Trojaner im Antiterror-Einsatz
Die Bundeskriminalpolizei sagt, sie habe die umstrittene Spionage- Software in vier Fällen eingesetzt – ausschliesslich in der Terrorismusbekämpfung.

Die Bundeskriminalpolizei habe die umstrittene Spionage-Software in vier Fällen eingesetzt – dreimal in der Terrorismusbekämpfung und einmal gegen organisierte Kriminalität. Das teilte das Eidgenössische Justiz- und Polizeidepartement (EJPD) auf Anfrage mit. Der Kanton Zürich ging mit einem Trojaner gegen Drogenhändler vor.
Der Einsatz durch die Bundeskriminalpolizei wurde laut EJPD-Sprecher Guido Balmer von der Bundesanwaltschaft angeordnet und vom Bundesstrafgericht genehmigt. Bei diesen Einsätzen sei lediglich verschlüsselte Sprach- und Schriftkommunikation überwacht worden, was nur mit einer solchen Software möglich sei. Die Computer der überwachten Personen seien hingegen nicht durchsucht worden.
«Grosser Fall von Drogenhandel»
Im Kanton Zürich wurde bisher erst einmal ein sogenannter Staatstrojaner eingesetzt. Oberstaatsanwalt Martin Bürgisser bestätigte entsprechende Berichte des Regionaljournals Zürich-Schaffhausen von Schweizer Radio DRS und von 20 Minuten Online. Es handelte sich dabei um einen «grossen Fall von Drogenhandel» im Jahr 2007.

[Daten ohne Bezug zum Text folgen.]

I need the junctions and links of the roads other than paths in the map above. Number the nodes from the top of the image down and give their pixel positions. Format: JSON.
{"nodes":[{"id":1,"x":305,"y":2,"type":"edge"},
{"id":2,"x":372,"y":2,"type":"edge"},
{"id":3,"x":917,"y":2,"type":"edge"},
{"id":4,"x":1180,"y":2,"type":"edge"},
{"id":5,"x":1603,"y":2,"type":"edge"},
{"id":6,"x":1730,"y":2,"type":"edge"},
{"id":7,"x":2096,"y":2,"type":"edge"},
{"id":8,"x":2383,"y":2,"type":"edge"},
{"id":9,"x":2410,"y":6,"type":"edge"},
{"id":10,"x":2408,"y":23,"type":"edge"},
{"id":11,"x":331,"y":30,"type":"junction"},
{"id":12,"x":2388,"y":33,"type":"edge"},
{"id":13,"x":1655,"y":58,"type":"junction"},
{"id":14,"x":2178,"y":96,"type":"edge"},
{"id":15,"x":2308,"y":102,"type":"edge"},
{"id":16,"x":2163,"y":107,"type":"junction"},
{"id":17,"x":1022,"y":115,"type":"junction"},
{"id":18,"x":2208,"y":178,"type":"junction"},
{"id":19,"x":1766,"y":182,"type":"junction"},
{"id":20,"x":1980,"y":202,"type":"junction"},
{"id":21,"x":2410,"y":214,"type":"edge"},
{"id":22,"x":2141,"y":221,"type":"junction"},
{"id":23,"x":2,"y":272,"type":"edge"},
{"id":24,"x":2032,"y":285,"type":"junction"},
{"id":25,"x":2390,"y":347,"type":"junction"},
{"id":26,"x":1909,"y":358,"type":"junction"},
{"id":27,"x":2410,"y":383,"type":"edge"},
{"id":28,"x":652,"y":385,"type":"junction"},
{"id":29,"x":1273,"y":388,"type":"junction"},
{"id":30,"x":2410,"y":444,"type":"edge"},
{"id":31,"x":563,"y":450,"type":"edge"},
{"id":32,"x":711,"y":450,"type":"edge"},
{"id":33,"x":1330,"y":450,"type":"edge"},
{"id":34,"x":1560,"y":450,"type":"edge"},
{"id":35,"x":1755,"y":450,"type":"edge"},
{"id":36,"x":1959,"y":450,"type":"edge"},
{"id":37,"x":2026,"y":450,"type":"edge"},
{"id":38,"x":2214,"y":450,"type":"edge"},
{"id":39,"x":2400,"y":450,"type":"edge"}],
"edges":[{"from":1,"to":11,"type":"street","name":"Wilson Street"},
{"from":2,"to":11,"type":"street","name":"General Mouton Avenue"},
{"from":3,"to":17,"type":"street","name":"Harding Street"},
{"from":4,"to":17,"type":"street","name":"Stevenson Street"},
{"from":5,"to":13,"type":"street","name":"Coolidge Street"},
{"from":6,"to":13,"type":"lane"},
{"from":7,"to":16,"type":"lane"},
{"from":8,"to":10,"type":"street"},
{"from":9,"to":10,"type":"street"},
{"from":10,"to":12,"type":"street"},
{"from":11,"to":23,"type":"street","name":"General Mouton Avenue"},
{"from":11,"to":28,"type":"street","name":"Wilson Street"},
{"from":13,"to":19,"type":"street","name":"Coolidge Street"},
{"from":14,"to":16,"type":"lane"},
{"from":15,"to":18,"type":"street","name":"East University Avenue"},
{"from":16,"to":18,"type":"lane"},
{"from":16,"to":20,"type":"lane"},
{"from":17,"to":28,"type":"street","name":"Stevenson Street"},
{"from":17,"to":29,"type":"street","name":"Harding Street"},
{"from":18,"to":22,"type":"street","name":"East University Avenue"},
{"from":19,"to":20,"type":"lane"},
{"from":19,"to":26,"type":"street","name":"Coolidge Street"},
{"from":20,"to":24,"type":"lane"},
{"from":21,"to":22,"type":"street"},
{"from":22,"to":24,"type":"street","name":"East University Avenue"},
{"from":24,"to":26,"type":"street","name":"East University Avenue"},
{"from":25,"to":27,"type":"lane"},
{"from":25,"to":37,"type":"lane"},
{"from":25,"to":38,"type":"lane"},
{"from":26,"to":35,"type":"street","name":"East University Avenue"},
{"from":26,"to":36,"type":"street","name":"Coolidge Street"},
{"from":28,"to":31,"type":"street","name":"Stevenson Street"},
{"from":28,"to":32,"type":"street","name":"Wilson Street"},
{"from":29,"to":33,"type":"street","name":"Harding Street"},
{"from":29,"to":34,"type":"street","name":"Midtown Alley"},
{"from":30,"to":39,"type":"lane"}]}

Die Anklagekammer des Obergerichts habe damals den Einsatz der Spionage-Software bewilligt, sagte Bürgisser. In einigen wenigen Fällen sei der Einsatz von Staatstrojanern von Polizei und Staatsanwaltschaft geprüft, aber als unverhältnismässig verworfen worden.
Das Mikrofon wird zur Wanze
Gestern war bekannt geworden, dass auch Schweizer Behörden Spionage-Software derselben Art eingesetzt haben, die in Deutschland derzeit für Schlagzeilen sorgt. Welche Software genau eingesetzt wurde, gibt das EJPD aus Rücksicht auf die Interessen der Strafverfolgung nicht bekannt.
Mit sogenannten Trojanern können etwa die Tastaturanschläge mitgelesen, die Festplatte gescannt oder Computer-Mikrofon in eine Wanze verwandelt werden. In Deutschland hat das Bundesverfassungsgericht deren systematische Anwendung für verfassungswidrig erklärt. Dass verschiedene Bundesländern Trojaner zur Überwachung von Verdächtigen benutzt hatten, löste eine Datenschutz-Affäre aus.
Verbot von «Bundes-Trojanern» gefordert
Ob es in der Schweiz für Spionage-Software eine ausreichende Rechtsgrundlage gibt, ist umstritten. Die Staatsanwaltschaften, welche die Massnahme anordnen, stützen sich auf Artikel 280 der Schweizerischen Strafprozessordnung. Dieser Artikel hält fest, dass die Staatsanwaltschaft «technische Überwachungsgeräte» einsetzen kann, um Gespräche abzuhören oder aufzuzeichnen.
Weil in der Rechtslehre umstritten ist, ob der Artikel als Rechtsgrundlage genügt, hat der Bundesrat im Rahmen der laufenden Revision des Bundesgesetzes über die Überwachung des Post- und Fernmeldeverkehrs (BÜPF) vorgeschlagen, eine ausdrückliche Rechtsgrundlage zu schaffen. Dies stiess in der Vernehmlassung auf Kritik. Über das weitere Vorgehen will der Bundesrat noch im laufenden Jahr entscheiden.
Die Rechtskommission des Nationalrats wird an ihrer nächsten Sitzung vom 10./11. November entscheiden, ob sie ein Verbot der umstrittenen Software fordern will. SP-Nationalrätin Susanne Leutenegger Oberholzer (BL) hat einen entsprechenden Antrag für eine Kommissionsmotion eingereicht, welcher der sda vorliegt.
Damit will Leutenegger erreichen, dass der Bundesrat auf die «Bundes-Trojaner» verzichtet, bis die Rechtmässigkeit über die Zulässigkeit dieser Software «einwandfrei geklärt ist». Auch die Kantone sollen darauf verzichten.